IRCo's WEEKLY MARKET SNAPSHOT: 7 - 11 February 2011

IRCo's DCP rose consecutively to stay at 590.54 US cents/kg on Friday while both rubber futures and physical markets also followed suit due mainly to persistently strong market fundamentals and bullish sentiment on rubber futures. Thailand's RSS3 price has breached a US$6.0 price since 8 February while TSR20 prices in the region also followed the RSS3 price closely.

Shanghai rubber futures hit a record high of 43,500 yuan/ton (US$6,639/ton) before settling at 42,215 yuan/ton (US$6,443/ton) on its first re-opening Wednesday after the week-long Lunar New Year holiday break despite the People's Bank of China (PBOC) raised one-year lending and deposit rates by 25 basis points, to 6.06% and 3.0%, effective from 9 February.

The resignation of Egyptian President Hosni Mubarak on Friday made the global society comfortable.

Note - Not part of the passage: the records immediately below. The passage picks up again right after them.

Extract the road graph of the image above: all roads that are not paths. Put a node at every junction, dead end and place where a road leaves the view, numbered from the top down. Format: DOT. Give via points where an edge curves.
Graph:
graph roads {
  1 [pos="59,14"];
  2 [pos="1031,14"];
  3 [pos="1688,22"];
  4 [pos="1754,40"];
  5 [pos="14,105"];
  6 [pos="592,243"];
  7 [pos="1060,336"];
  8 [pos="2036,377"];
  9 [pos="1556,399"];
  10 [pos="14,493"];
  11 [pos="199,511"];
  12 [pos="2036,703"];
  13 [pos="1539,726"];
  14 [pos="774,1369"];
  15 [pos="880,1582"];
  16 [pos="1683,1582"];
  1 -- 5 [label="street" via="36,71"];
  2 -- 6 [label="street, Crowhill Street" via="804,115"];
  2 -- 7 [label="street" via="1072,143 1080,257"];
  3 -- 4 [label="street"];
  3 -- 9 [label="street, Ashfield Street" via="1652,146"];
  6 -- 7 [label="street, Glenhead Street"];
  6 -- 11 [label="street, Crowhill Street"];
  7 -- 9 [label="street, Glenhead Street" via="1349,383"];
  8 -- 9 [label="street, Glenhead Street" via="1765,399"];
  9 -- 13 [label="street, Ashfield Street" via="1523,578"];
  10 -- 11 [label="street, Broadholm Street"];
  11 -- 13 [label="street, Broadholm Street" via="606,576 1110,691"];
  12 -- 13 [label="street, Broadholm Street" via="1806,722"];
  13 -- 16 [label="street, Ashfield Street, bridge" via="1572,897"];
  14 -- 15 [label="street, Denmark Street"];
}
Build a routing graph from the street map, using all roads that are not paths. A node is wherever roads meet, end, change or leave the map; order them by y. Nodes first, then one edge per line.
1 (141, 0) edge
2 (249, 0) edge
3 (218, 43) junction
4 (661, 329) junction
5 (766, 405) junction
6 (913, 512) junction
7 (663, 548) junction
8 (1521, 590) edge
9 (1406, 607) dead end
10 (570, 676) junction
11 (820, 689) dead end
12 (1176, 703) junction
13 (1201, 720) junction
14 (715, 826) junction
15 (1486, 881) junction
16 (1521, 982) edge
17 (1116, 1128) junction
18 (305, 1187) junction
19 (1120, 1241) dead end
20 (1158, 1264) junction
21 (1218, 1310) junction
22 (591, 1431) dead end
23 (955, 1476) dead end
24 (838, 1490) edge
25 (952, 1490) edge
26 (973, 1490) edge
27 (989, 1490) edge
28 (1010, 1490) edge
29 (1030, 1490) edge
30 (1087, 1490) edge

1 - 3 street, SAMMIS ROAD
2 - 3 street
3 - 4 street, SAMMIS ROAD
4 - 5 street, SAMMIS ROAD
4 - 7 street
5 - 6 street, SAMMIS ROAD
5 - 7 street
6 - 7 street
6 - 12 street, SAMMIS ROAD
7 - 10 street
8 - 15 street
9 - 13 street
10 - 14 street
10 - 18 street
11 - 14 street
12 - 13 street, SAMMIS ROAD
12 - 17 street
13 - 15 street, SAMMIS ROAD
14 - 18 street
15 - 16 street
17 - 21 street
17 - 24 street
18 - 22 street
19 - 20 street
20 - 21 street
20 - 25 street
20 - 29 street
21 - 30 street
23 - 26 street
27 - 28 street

Global stock markets bounced up, crude oil futures retreated, and the greenback strengthened against its rivals, including the Japanese yen and most Asian currencies.

There was the rubber news on Tokyo rubber futures given by a Tokyo - based commodities brokerage executive and reported by Dow Jones newswires on Thursday saying that, "there are a few big players on the buy side, like funds and big speculators..." We worry that if boards of commodity exchanges still allow speculators to manipulate rubber futures as free riders, commodity exchanges will become legal casinos. Consequently, the global rubber industry will suffer.